Big Little Lies - Credit: Archant

That’s some going – a) because she wasn’t really a reader of fiction until that new year moment of revelation, and b) because she’s a chemistry teacher, and we all know how teachers are strapped for time.

So how does she manage it?

“Break times, lunch-times, I have my nose in a book,” says Kathryn, who teaches chemistry at St Alban’s Catholic High School in Ipswich – the school she joined as a newly-qualified staff member in 1993. “I do five minutes before school. I just carve out the time. I’ve always got a book with me.”

Is there a stereotype – that scientists don’t normally read fiction for pleasure – and, if so, is it daft?

'I dont have many vices, and the treat of a new book every week, as vices go, is better than smokin

'I dont have many vices, and the treat of a new book every week, as vices go, is better than smoking or drinking!' says Kathryn Gerry. Photo: LUCY TAYLOR

“No, I think it’s true. People say to me ‘You’re an English teacher, aren’t you?’ ‘No, I’m a chemistry teacher.’ ‘But you’re always reading!’ They think it’s odd. They’ve made a connection: I love books, therefore I must teach English.” And she really wasn’t a passionate reader as a child, back in north Wales? “No, completely not. I read a lot of Enid Blyton and (in junior school) Anne of Green Gables, but, my teenage years, I don’t think I read very much at all.”

It really was that New Year’s Eve party which turned Kathryn into a born-again devourer of fiction.
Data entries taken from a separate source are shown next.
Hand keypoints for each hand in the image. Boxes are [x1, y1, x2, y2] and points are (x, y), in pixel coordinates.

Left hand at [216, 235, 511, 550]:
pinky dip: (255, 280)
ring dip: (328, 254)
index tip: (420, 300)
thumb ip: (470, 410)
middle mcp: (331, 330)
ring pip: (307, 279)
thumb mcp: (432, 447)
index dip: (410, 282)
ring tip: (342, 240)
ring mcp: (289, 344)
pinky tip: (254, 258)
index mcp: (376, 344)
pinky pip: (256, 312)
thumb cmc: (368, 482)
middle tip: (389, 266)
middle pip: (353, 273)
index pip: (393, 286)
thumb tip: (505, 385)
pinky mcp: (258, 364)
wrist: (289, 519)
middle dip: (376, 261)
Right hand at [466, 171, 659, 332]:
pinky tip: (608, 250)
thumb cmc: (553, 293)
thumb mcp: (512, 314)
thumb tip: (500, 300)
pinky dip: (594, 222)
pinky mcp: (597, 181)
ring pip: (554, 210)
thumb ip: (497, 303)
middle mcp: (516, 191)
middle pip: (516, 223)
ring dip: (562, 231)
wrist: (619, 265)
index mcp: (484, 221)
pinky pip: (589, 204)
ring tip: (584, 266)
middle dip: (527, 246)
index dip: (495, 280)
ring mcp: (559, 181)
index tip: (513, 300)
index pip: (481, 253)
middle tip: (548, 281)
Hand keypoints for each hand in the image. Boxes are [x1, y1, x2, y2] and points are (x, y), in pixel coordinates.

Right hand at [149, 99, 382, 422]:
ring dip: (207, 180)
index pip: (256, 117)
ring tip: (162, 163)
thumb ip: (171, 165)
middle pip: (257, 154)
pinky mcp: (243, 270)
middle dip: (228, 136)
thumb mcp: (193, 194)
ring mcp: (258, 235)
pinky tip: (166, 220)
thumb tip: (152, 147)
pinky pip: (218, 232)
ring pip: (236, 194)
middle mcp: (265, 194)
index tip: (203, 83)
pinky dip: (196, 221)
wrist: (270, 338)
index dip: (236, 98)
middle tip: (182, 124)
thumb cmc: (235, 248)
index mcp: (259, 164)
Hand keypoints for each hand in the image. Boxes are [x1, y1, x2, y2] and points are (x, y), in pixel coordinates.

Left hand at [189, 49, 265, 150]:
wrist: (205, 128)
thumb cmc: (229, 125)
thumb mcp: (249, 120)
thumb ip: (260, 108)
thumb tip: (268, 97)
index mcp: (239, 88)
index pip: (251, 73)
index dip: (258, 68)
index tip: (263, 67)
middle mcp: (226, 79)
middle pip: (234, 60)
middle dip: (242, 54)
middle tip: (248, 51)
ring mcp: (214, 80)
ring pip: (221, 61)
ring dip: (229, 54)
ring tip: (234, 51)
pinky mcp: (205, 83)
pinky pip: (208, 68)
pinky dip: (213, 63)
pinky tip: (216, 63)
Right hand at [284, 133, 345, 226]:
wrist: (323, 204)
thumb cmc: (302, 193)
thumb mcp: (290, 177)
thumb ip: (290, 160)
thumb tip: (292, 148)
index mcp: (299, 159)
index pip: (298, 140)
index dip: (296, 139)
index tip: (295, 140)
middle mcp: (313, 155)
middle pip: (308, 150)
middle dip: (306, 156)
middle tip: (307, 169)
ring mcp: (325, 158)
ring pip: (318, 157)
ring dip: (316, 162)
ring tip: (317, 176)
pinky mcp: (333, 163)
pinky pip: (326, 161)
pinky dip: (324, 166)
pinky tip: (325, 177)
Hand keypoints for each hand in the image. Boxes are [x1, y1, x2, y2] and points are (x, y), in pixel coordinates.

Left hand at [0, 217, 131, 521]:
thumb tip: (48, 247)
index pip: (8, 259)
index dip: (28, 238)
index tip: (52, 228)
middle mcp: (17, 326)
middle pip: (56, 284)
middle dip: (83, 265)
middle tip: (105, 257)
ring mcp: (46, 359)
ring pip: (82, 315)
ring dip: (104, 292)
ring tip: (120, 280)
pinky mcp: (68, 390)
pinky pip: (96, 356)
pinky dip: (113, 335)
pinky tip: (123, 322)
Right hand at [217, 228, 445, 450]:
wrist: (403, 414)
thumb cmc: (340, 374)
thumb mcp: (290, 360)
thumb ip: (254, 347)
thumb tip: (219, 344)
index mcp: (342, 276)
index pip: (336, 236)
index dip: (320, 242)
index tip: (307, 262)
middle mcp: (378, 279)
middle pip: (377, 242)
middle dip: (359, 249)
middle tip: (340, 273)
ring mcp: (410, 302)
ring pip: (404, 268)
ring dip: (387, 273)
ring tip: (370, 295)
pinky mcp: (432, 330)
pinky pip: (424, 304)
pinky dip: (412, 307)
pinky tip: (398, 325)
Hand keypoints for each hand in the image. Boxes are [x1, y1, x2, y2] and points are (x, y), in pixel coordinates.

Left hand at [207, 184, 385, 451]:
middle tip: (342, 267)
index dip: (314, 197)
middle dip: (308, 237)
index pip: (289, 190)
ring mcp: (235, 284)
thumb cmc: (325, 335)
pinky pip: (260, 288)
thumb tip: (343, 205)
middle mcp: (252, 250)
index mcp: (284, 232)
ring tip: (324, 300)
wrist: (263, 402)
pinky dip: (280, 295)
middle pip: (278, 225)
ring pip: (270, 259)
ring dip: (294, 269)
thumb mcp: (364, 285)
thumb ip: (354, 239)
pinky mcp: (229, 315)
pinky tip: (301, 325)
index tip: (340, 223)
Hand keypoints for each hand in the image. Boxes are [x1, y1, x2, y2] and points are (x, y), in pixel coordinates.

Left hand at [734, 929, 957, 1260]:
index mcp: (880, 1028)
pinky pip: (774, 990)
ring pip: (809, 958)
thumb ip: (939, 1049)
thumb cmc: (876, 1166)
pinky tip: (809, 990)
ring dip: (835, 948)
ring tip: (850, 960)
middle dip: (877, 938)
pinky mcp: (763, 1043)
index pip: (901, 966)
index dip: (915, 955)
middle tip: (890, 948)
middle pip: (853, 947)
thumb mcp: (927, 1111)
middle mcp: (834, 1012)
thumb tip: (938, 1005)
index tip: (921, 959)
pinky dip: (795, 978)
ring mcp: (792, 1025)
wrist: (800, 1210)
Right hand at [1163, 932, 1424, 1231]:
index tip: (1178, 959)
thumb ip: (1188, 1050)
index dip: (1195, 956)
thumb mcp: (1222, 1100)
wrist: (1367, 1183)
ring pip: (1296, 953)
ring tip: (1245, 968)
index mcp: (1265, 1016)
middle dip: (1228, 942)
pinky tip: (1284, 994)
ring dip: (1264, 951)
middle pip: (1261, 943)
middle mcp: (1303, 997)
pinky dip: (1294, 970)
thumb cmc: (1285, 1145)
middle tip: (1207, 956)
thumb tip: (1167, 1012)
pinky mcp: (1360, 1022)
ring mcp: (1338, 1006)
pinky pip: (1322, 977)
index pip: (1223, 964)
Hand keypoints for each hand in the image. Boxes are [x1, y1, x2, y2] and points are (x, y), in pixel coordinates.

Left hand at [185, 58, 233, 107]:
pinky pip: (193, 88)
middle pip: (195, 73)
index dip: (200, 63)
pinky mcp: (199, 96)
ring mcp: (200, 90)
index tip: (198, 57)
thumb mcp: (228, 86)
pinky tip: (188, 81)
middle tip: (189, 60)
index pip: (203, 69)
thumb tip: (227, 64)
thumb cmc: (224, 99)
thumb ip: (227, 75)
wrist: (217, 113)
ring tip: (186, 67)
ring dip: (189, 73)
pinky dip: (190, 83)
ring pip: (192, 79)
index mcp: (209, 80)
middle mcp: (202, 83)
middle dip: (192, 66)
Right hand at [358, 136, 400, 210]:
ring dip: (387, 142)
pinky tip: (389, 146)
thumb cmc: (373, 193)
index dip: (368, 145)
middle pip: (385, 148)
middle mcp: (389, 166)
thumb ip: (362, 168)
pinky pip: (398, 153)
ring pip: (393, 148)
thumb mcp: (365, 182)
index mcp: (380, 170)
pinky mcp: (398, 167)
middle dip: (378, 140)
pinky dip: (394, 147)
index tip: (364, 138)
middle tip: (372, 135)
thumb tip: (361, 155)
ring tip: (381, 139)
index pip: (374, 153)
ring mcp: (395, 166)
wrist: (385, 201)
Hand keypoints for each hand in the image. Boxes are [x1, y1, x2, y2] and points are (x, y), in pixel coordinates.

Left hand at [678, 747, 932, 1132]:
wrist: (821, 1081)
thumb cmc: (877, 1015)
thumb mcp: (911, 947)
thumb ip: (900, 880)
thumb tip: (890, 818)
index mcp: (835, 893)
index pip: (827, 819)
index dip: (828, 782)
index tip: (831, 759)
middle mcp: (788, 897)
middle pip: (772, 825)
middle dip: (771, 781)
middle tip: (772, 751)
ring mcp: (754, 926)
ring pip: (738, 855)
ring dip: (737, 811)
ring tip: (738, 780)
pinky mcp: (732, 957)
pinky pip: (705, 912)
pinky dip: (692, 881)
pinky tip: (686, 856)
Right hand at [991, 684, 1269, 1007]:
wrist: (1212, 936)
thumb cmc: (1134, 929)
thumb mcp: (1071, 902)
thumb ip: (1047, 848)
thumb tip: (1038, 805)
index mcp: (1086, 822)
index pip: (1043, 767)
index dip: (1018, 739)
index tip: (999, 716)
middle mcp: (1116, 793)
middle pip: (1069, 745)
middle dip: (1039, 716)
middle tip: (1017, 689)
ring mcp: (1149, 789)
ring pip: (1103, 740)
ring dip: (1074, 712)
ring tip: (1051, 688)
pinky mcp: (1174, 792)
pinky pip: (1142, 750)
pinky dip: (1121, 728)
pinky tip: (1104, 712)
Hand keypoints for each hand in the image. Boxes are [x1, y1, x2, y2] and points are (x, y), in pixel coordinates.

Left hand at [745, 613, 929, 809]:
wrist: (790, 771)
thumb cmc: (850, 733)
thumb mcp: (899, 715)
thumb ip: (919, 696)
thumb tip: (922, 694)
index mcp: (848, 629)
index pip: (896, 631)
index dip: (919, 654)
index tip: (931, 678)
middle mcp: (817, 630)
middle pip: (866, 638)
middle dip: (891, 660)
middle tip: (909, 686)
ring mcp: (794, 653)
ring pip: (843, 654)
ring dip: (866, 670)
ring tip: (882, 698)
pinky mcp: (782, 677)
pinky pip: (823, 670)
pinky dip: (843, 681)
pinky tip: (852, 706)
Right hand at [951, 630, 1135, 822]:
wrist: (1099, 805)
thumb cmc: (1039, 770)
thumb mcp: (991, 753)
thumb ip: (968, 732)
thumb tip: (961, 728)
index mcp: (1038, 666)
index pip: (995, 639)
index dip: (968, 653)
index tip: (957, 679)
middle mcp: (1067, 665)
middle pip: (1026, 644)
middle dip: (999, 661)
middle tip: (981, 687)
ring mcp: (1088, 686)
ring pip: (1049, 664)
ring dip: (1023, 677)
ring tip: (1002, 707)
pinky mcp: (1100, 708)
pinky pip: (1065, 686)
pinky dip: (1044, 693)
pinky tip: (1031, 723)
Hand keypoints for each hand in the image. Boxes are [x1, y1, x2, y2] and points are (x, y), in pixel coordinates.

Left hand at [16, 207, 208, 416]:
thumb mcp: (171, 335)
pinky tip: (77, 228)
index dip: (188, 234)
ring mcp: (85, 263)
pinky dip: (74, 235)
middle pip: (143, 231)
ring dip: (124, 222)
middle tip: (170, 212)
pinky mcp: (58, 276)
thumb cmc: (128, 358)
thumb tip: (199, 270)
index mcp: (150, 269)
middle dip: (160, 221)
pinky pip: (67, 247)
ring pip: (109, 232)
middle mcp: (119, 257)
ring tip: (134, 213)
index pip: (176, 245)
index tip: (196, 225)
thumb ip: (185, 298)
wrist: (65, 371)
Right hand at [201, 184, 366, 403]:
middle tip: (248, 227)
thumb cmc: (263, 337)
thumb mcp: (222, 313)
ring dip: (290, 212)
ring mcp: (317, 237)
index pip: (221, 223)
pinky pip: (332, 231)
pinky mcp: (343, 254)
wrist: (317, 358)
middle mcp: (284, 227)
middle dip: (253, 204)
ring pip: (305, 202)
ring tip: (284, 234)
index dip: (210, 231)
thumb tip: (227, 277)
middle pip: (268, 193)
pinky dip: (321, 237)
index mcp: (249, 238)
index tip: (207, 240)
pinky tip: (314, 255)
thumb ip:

Friend Yvonne had an old copy of Emily Brontë’s haunting novel Wuthering Heights on her bookcase. “As a child in the ’70s… Kate Bush – you know Wuthering Heights? – I loved that song. The first ‘45’ I ever bought – showing my age! – and I said to her ‘Can I borrow that? I’m going to read it, because I loved the song; don’t know the story behind it.’ And that was it.

“Two or three weeks later, my aunt, who was living abroad, came to Birmingham. I met up with her and she gave me £10. I went to the bookshop and bought Tess of the D’Urbervilles and Pride and Prejudice. Then I was hooked.”

Girl with a Pearl Earring

Girl with a Pearl Earring - Credit: Archant

What did she like about those classic stories?

“I think for Wuthering Heights it was the idea of the lost love between Cathy and Heathcliff. Pride and Prejudice I thought was quite funny in places – the home life of the Bennets.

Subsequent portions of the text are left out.